Antes sinal de uma boa diversão, hoje, o nome do ator em um pôster virou sinônimo de baixa qualidade. Seu último grande sucesso de bilheteria foi A Lenda do Tesouro Perdido – Livro dos Segredos, em 2007. Depois, esteve em filmes que, se não foram bons, eram ao menos um entretenimento passável, como Perigo em Bangkok (2008), Presságio (2009) e Vício Frenético (2009), remake inferior ao original de 1992 dirigido por Abel Ferrara. A participação em Kick Ass – Quebrando Tudo (2010) talvez tenha sido seu último suspiro nas telas antes de saltar em queda livre.

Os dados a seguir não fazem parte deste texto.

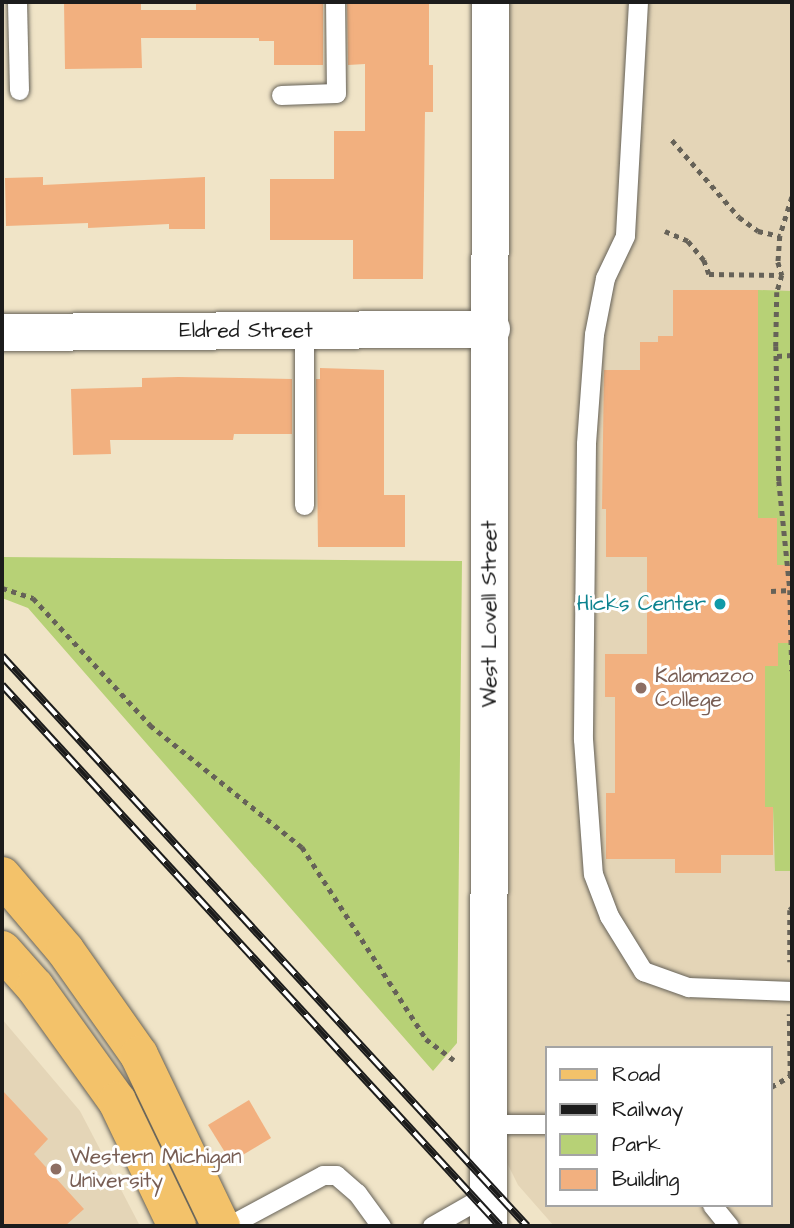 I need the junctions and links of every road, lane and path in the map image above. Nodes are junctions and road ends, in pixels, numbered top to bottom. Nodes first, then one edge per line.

Cage sempre foi um trabalhador incansável. Desde 1981, ao estrear no filme para televisão Best of Times, ainda chamado de Nicolas Coppola, não passou um único ano sem aparecer nas telas. Em Picardias Estudantis (1982) tentou ficar com o papel do personagem Brad, mentindo sobre sua idade, apenas 17 anos. Descoberto, terminou como um zé qualquer. O único crédito como Nicolas Coppola.

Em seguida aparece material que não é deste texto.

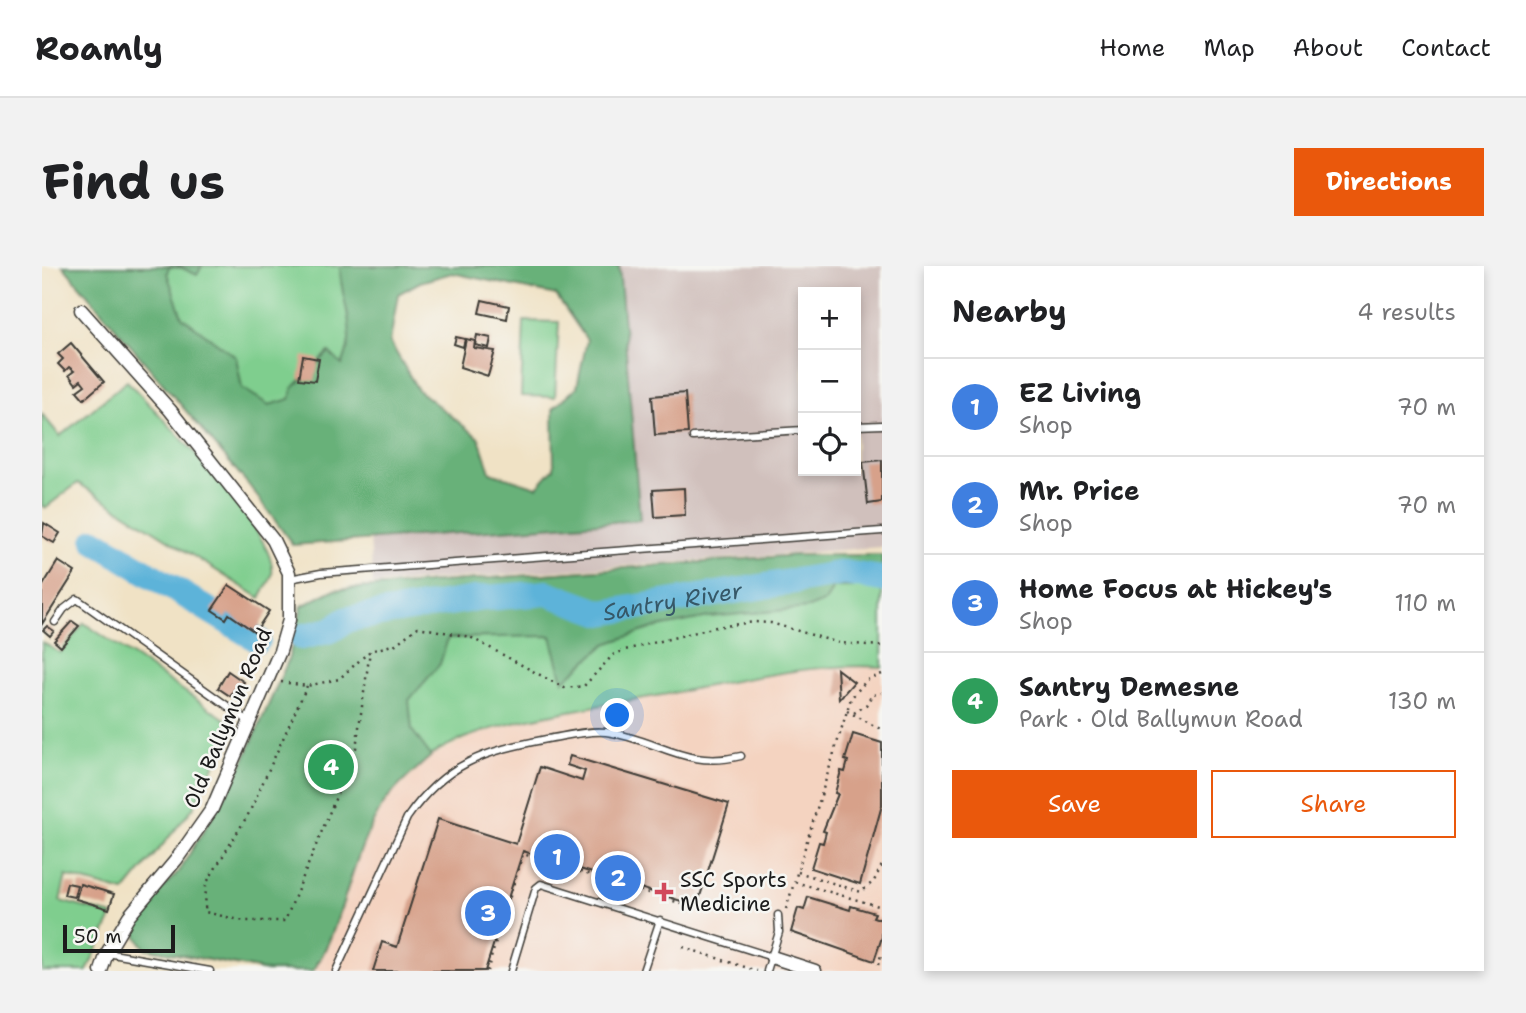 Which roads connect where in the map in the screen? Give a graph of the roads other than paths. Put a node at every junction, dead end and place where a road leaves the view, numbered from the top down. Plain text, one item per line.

Conseguiu o trabalho em Arizona Nunca Mais (1987), dirigido pelos irmãos Coen, após desistência de Kevin Costner e começou a se tornar um nome conhecido no cenário, em um papel de um personagem meio insano, que iria repetir um ano mais tarde no insípido Um Estranho Vampiro (1988).

Quando venceu o prêmio de Melhor Ator em Despedida em Las Vegas (1995), por interpretar Ben Sanderson, um carinha que só queria beber até a morte apesar do amor da prostituta Sera (Elisabeth Shue), que só queria alguém pra dormir de conchinha, emplacou uma trinca de filmes de ação.

Em A Rocha (1996), atuou ao lado de Sean Connery e Ed Harris. Con Air – A Rota da Fuga (1997)  foi seu segundo filme de ação que encerrava com Sweet Home Alabama do Lynyrd Skynyrd. Um negócio canastrão e divertido demais produzido por Jerry Bruckheimer, assim como o anterior. Na década de 90, John Woo era o mais badalado diretor do cinema de ação, e isso explica o falatório que A Outra Face (1997) gerou. Uma história sem muito sentido onde um policial (John Travolta) e um criminoso (Nicolas Cage) passam por uma cirurgia na qual trocam de rosto. Cage a princípio não queria participar por ser o vilão, mas quando descobriu que os papéis seriam invertidos, topou.

Desacelerou com um romance contracenando com a namoradinha da América na época, Meg Ryan, em Cidade dos Anjos (1998), que parecia ser exibido no mínimo uma vez por mês no SBT.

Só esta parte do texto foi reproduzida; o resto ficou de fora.